Prior to settling in Greece, I had been fascinated by the traditional feluccas of the Nile with their tall masts and immense triangular sails, and in 1954 I had the unique opportunity of experiencing a voyage on such a vessel that took me from Cairo to the Cataracts and from there to Khartoum and back. However, it was during my travels in northern Brazil, from 1956 to 1959, that I had my first experience in ethno-archaeology, studying the construction of the jaganda of Fortaleza, a primitive sailing raft, and then discovering the dugouts of the Amazon. These were life-changing experiences.

Construction

The construction of the Kyrenia II, the replica of the ancient craft, presented other scientific as well as practical difficulties. The construction of the ancient ship must have required only three months of work, but it took nearly three whole years for Psarros’ chief shipwright, Michalis Oikonomou, and a number of apprentices to build the replica. The ship was finally launched in June 1984 and, after a number of short and extended sea trials, the long voyages to and from Cyprus began.

The construction advanced very slowly because there were constant questions that had to be answered, and equal time was spent in Athenian archaeological libraries as in the Perama boatyard. The ancient sources were most valuable, Theophrastus in particular, as well as the wide bibliography related to the iconography of ships of the Greek Classical and Hellenistic periods.

Obviously, as for all ancient shipwrecks, most of the equipment and fittings of the Kyrenia shipwreck were missing. There was no mast, no rigging, no sail, no decks, and a multitude of details had to be reproduced using iconographic evidence from vase paintings as well as graffiti representations of ships. All the intricate mechanism of the mast-step had been found on the wreck, so it was clear that there was a single mast that had an adjustable inclination. A pulley block as well as numerous lead rings and other small wooden fittings of the rig were found and had to be interpreted and replicated.

The ancient ship’s hull was all of Aegean pine and that same wood was available in Samos. So, duplicating the method used in antiquity, but also in the construction of traditional caiques up to the early 20th century, Manolis Psarros and his chief shipwright travelled to Samos to select pine trees with branches that had the required curvature to be used according to their shape for the various parts of the ship. The timber was seasoned before being adzed to the right shape (fig. 2‑4).

Fig. 2 : Adzing the keel of the Kyrenia II to the right curvature : with Michael Katzev, Manolis Psaros and Yiannis Pantzopoulos Photo Hellenic Institute for the Preservation of Nautical Tradition.
Fig. 3 : With Peter Throckmoton and Manolis Psarros, placing the first strake of the Kyrenia II hull planking. Photo Hellenic Institute for the Preservation of Nautical Tradition.
Fig. 4 : Nearly all the planking of the hull of the Kyrenia II is in position : the frames will them be fastened to the planks, the usual practice for the shell-first method. Photo Hellenic Institute for the Preservation of Nautical Tradition.

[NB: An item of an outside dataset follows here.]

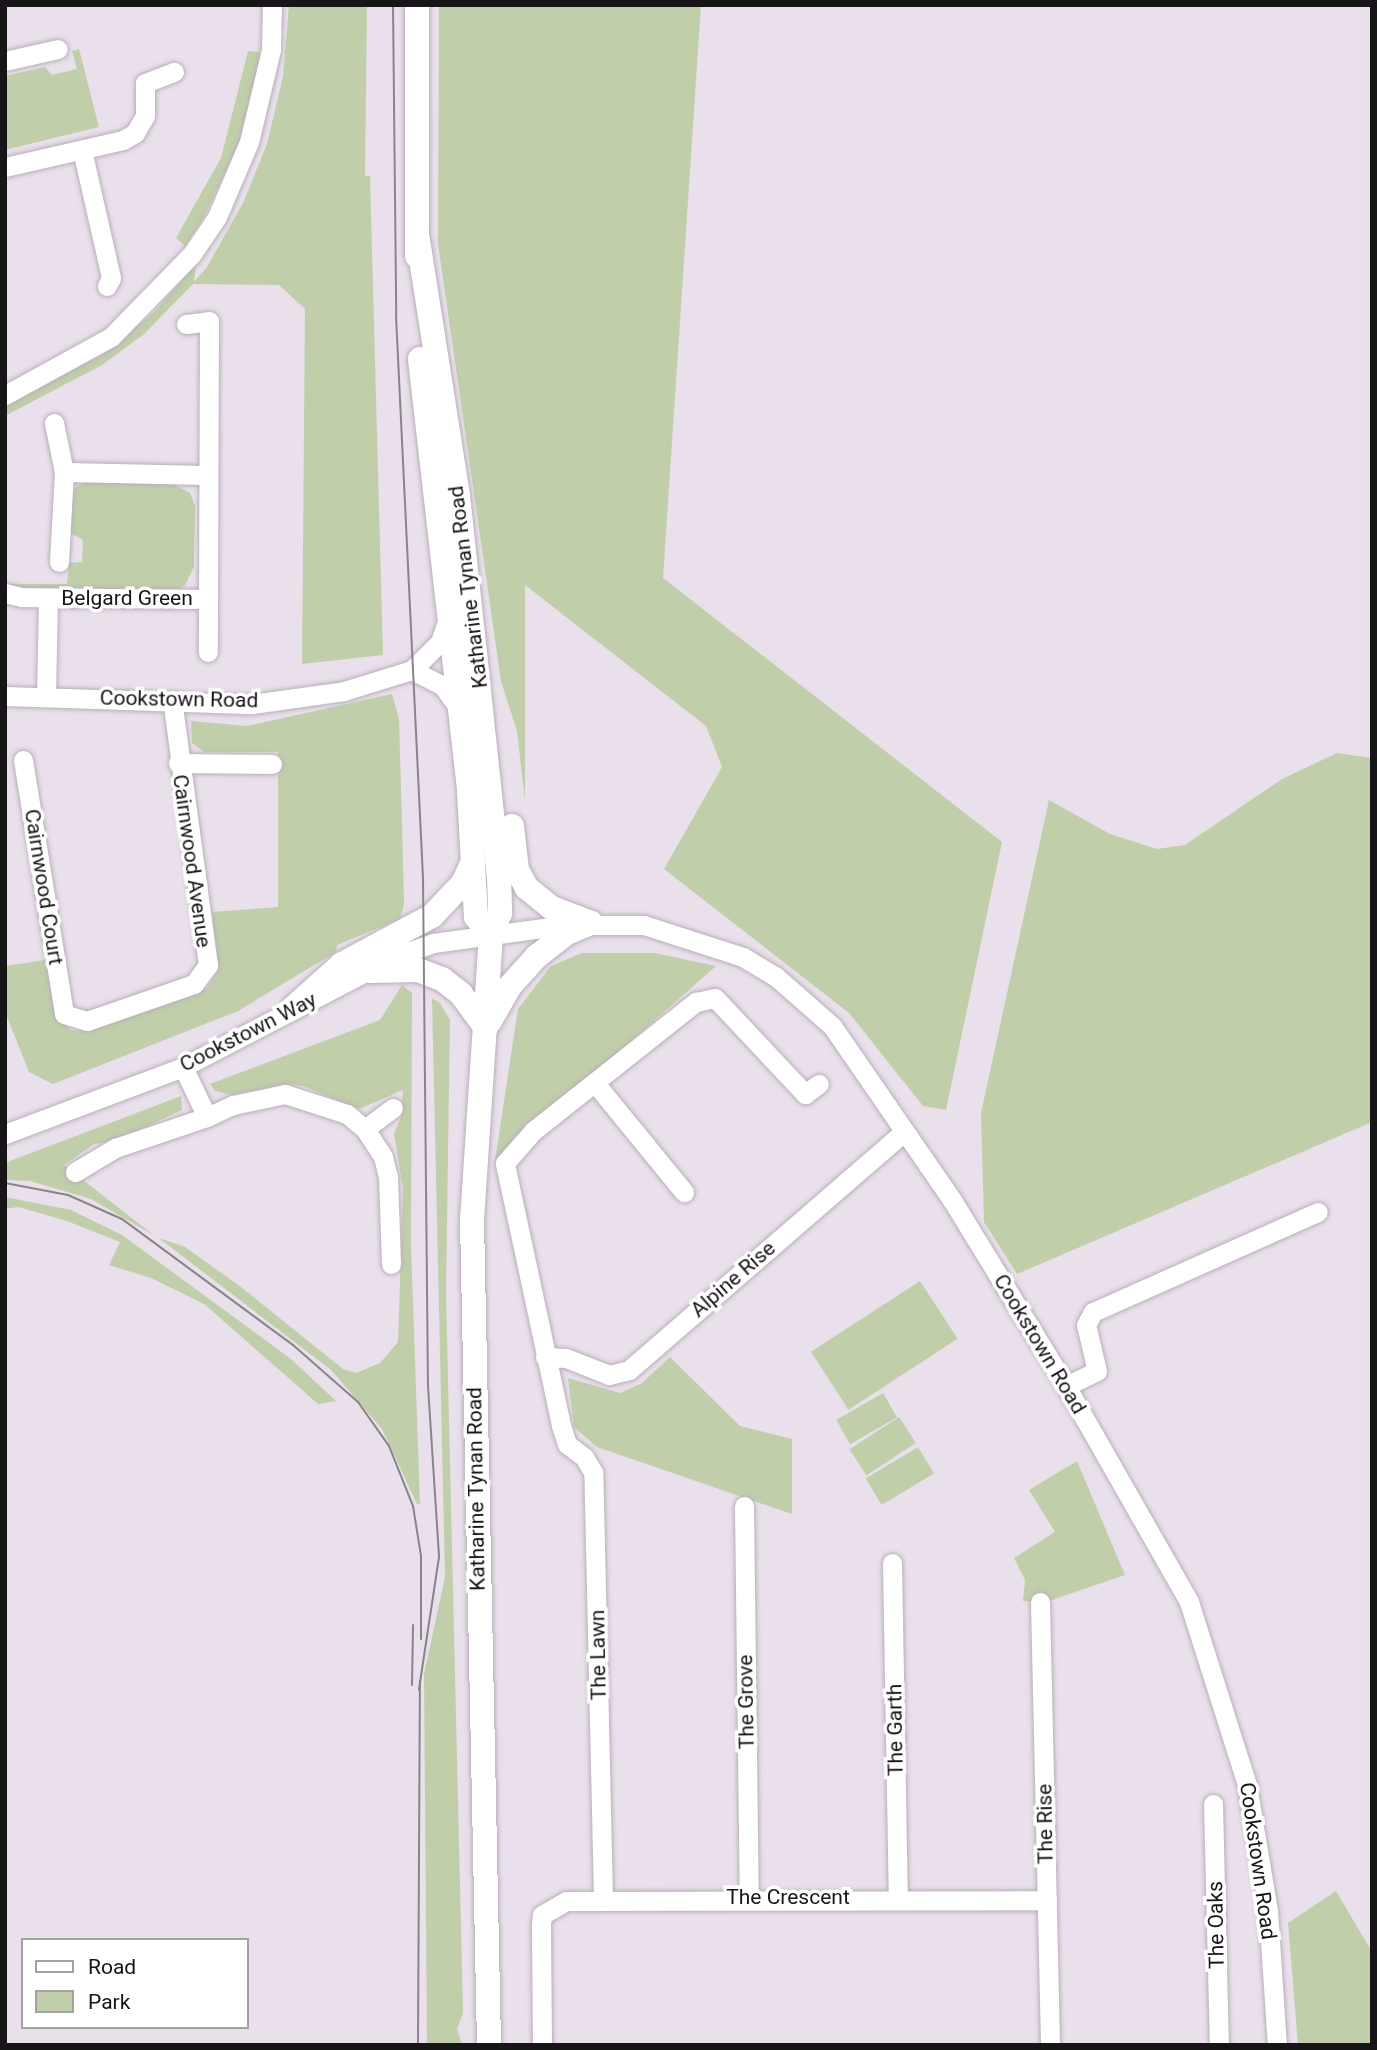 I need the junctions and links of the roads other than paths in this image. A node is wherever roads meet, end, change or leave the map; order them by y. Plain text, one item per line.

For the mast, special permission was obtained from the Department of Forests in order to fell a more than 10 metre-high cypress from a forest in Meteora, in central Greece.

One of the thousands of details that had to be investigated was the making of bronze nails : hundreds were hand-forged, one by one, by a traditional Constantinople-born technician, Napoleon Chrystallidis. Then we had to deal with the problem of finding the material for making the sail. We did not contemplate using modern synthetic canvas, but weaving a heavy linen sail was not considered. Michael Katzev finally found a heavy piece of linen in the stores of the Royal Navy : it was part of the same material made for the commemorative voyage of the Mayflower II. It fitted our purpose perfectly.

Fig. 5 : The Kyrenia II is ready to be launched : photographic memento with Michael and Suzan Katzev, Richard Steffy, Manolis Psarros and the shipwrights. Photo Hellenic Institute for the Preservation of Nautical Tradition.

As the construction of the hull was advancing, a persistent question was the absence of caulking on the ancient ship. Michael Katzev and Richard Steffy were adamant in stressing that the ancient ship had no caulking at all. However, it was obvious that the ancient ship, which was probably over half-a-century old when it sank, had lost its water-tightness and the lead-sheathing of the hull up to the load line had cured this problem. According to the excavator, this was a late repair meant to deal with the poor condition of the hull, which had been attacked by teredo worms. Thus, it was decided that there would be no caulking in the hope that after immersion in the sea the timber of the planking would expand to secure the necessary water-tightness. This process, known as staniarisma in Greek, was then used for small dinghies, but, as Giorgos Psarros, Manolis father, insisted, this could not apply to a 15-metre boat. “It will definitely sink”, he said. And indeed it did sink. When first launched (fig. 5), there was a slow but steady ingress of water and the ship sunk up to the bulwark. It still remained buoyant but semi-submerged for 48 hours. It was then noted that the timber had slowly expanded and, after pumping the water out of the hold, the Kyrenia II remained afloat, high and proud. No caulking was ever needed, and during the following years of her repeated voyages the hull remained reasonably dry. A hand-operated pump dealt with the minimal ingress of water, usual in all traditional wooden hulls.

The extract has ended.